К слову, мой папа был настоящий русофил в стиле девятнадцатого века. Эдакий толстовец. Ходил в валенках, называл поселок Сосново «деревней» и таким образом соединялся с народом. Кончилось тем, что дачные строители, которые, выпивая с ним, клялись ему в любви, дико его обокрали. Папа расстроился, отгородился высоким забором и сменил самогон на коньяк и перестал носить валенки, к великой радости всей семьи.

Не хочу разбирать письмо Володарского. Достаточно того, что, по утверждению Володарского, Симонов позволил переписать сценарий «Двадцать лет без войны», а я его благодарил прилюдно лишь в… 1987 году, то есть через девять лет после официальной смерти. Что тут добавишь?

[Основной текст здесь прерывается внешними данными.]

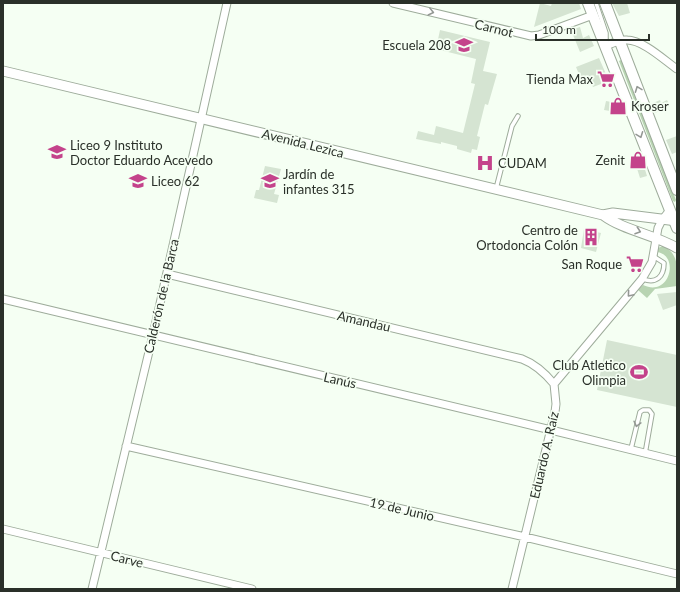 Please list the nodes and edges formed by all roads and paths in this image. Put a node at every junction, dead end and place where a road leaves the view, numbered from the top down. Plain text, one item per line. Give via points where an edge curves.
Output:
1 (227, 3) edge
2 (393, 3) edge
3 (588, 3) edge
4 (596, 3) edge
5 (605, 3) edge
6 (593, 15) junction
7 (620, 41) junction
8 (606, 46) junction
9 (677, 69) edge
10 (3, 71) edge
11 (518, 116) dead end
12 (201, 118) junction
13 (495, 190) junction
14 (677, 190) edge
15 (670, 210) junction
16 (603, 215) junction
17 (662, 220) junction
18 (676, 223) edge
19 (656, 237) junction
20 (677, 248) edge
21 (653, 256) junction
22 (167, 274) junction
23 (642, 279) junction
24 (3, 299) edge
25 (153, 335) junction
26 (554, 384) junction
27 (551, 430) junction
28 (126, 446) junction
29 (631, 450) junction
30 (645, 454) junction
31 (677, 462) edge
32 (3, 529) edge
33 (525, 537) junction
34 (101, 552) junction
35 (677, 574) edge
36 (92, 589) edge
37 (252, 589) edge
38 (512, 589) edge

1 - 12 street, Calderón de la Barca
2 -> 6 street, Carnot via 531,36
3 - 6 main road
4 - 8 lane via 606,32
5 - 7 main road
6 - 8 main road
7 - 8 street
7 - 9 street via 627,39 639,43
14 -> 7 main road
8 -> 15 main road
10 - 12 street, Avenida Lezica
11 - 13 lane via 512,126
12 - 13 street, Avenida Lezica
12 - 22 street, Calderón de la Barca
13 - 16 street, Avenida Lezica
15 - 17 street
15 - 18 main road
16 - 17 street, Avenida Lezica via 613,213
16 -> 19 street, Avenida Lezica via 612,222
17 - 18 street, Avenida Lezica
17 - 19 street
19 - 20 street, Avenida Lezica
19 - 21 street
21 - 23 street
21 - 23 lane via 664,263 662,274 650,282
22 - 25 street, Calderón de la Barca
22 - 26 street, Amandau via 522,359 538,368
23 -> 26 street
24 - 25 street, Lanús
25 - 27 street, Lanús
25 - 28 street, Calderón de la Barca
26 - 27 street, Eduardo A. Raíz via 556,404
27 - 29 street, Lanús
27 - 33 street, Eduardo A. Raíz
28 - 33 street, 19 de Junio
28 - 34 street, Calderón de la Barca
29 - 30 street, Lanús
30 -> 29 lane via 652,414 649,410 640,412
30 - 31 street, Lanús
32 - 34 street, Carve
33 - 35 street, 19 de Junio
33 - 38 street, Eduardo A. Raíz
34 - 36 street, Calderón de la Barca
34 - 37 street, Carve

В Театре Советской армии был художник, который никак не мог понять, за что его уничтожают и в чем требуют покаяться. И когда его вызвали на трибуну, он вышел и сказал: «Товарищи, такие, как я, нам не нужны».

Иногда я то же самое думаю про себя. Я никогда не обольщался насчет кинематографистов. Мы по рождению номенклатурны. Театр пришел от скоморохов, которым за лицедейство рвали языки, и до сих пор туда идут люди, которые не могут не играть. Кино у нас было самым партийным из всех искусств. Именно кинематографисты переписывали историю во имя власти. И вдруг государство — раз! — и отказалось от них. «Почему? Мы же вас рекламировали». — «Спасибо, но больше не надо». И все эти богатые, именитые оказались не у дел.

Наверное, во многом это несправедливо, но революция не есть справедливое решение проблем. Я лично не обижусь, если в меня перестанут вкладываться. Если ты к шестидесяти годам не убедил, что на тебя нужно тратить деньги, это твоя собственная неприятность. Кино вытащит молодежь. На нее и надо тратить те деньги, которые тратятся на такого Володарского, на такого Михалкова, на такого меня.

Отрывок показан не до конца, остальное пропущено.